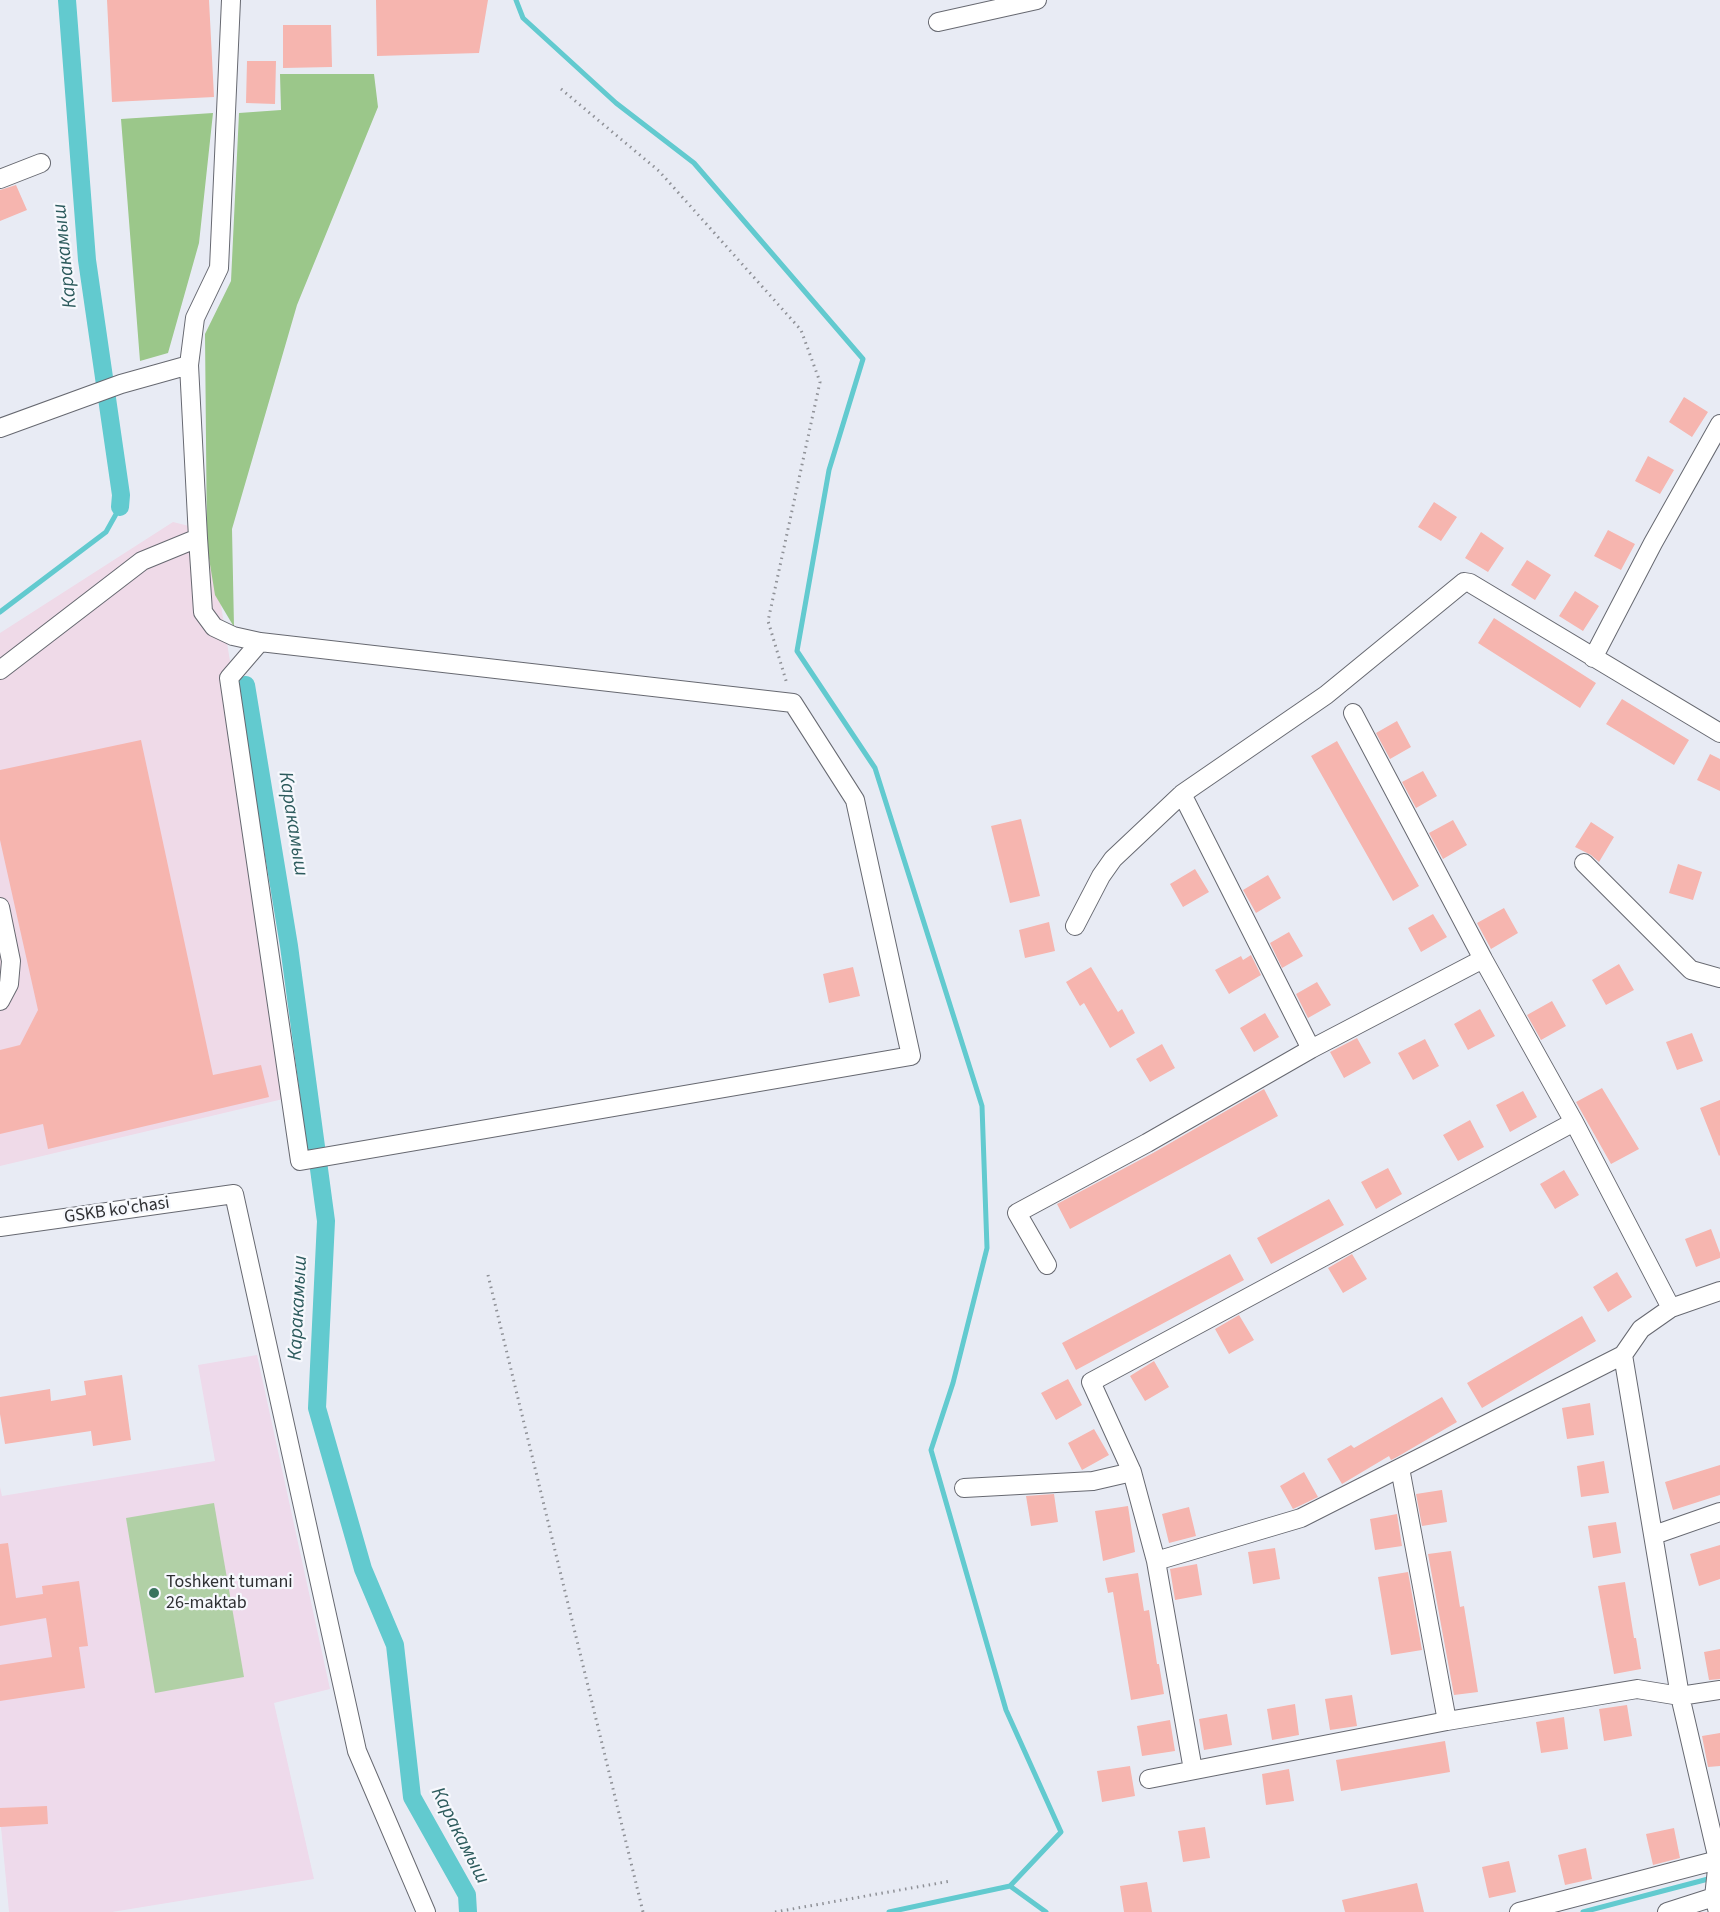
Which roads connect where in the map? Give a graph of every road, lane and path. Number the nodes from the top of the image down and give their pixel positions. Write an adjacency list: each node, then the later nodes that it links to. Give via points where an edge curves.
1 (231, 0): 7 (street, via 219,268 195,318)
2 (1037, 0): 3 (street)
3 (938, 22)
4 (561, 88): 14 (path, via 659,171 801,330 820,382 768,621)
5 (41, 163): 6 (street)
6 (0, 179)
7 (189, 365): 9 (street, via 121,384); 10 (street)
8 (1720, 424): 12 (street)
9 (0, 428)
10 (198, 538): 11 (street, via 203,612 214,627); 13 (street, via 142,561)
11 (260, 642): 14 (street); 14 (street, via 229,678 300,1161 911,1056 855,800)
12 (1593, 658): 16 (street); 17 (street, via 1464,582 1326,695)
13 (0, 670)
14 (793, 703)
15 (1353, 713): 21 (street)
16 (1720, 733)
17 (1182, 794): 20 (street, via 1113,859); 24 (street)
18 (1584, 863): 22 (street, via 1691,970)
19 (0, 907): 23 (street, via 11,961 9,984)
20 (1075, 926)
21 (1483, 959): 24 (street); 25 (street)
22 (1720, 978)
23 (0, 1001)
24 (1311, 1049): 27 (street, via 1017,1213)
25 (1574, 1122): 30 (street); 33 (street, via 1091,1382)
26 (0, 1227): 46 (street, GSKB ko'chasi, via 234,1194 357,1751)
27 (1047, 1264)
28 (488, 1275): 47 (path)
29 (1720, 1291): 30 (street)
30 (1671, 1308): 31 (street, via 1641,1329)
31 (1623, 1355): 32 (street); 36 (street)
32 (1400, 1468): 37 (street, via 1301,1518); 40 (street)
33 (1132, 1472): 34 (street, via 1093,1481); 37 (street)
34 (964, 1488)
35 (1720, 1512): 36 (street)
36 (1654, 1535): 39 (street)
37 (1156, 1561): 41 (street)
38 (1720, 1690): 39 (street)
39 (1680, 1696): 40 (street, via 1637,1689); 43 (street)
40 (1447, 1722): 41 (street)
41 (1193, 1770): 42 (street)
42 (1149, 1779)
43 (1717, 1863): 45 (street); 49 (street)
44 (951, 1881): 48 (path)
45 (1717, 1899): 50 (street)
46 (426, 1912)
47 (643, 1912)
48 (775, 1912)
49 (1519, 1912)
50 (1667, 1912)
* * * * * * *
### Your task
In your copy, include no pictures, but set down every record exactly.

### Output of the task
Which roads connect where in the map? Give a graph of every road, lane and path. Number the nodes from the top of the image down and give their pixel positions. Write an adjacency list: each node, then the later nodes that it links to. Give via points where an edge curves.
1 (231, 0): 7 (street, via 219,268 195,318)
2 (1037, 0): 3 (street)
3 (938, 22)
4 (561, 88): 14 (path, via 659,171 801,330 820,382 768,621)
5 (41, 163): 6 (street)
6 (0, 179)
7 (189, 365): 9 (street, via 121,384); 10 (street)
8 (1720, 424): 12 (street)
9 (0, 428)
10 (198, 538): 11 (street, via 203,612 214,627); 13 (street, via 142,561)
11 (260, 642): 14 (street); 14 (street, via 229,678 300,1161 911,1056 855,800)
12 (1593, 658): 16 (street); 17 (street, via 1464,582 1326,695)
13 (0, 670)
14 (793, 703)
15 (1353, 713): 21 (street)
16 (1720, 733)
17 (1182, 794): 20 (street, via 1113,859); 24 (street)
18 (1584, 863): 22 (street, via 1691,970)
19 (0, 907): 23 (street, via 11,961 9,984)
20 (1075, 926)
21 (1483, 959): 24 (street); 25 (street)
22 (1720, 978)
23 (0, 1001)
24 (1311, 1049): 27 (street, via 1017,1213)
25 (1574, 1122): 30 (street); 33 (street, via 1091,1382)
26 (0, 1227): 46 (street, GSKB ko'chasi, via 234,1194 357,1751)
27 (1047, 1264)
28 (488, 1275): 47 (path)
29 (1720, 1291): 30 (street)
30 (1671, 1308): 31 (street, via 1641,1329)
31 (1623, 1355): 32 (street); 36 (street)
32 (1400, 1468): 37 (street, via 1301,1518); 40 (street)
33 (1132, 1472): 34 (street, via 1093,1481); 37 (street)
34 (964, 1488)
35 (1720, 1512): 36 (street)
36 (1654, 1535): 39 (street)
37 (1156, 1561): 41 (street)
38 (1720, 1690): 39 (street)
39 (1680, 1696): 40 (street, via 1637,1689); 43 (street)
40 (1447, 1722): 41 (street)
41 (1193, 1770): 42 (street)
42 (1149, 1779)
43 (1717, 1863): 45 (street); 49 (street)
44 (951, 1881): 48 (path)
45 (1717, 1899): 50 (street)
46 (426, 1912)
47 (643, 1912)
48 (775, 1912)
49 (1519, 1912)
50 (1667, 1912)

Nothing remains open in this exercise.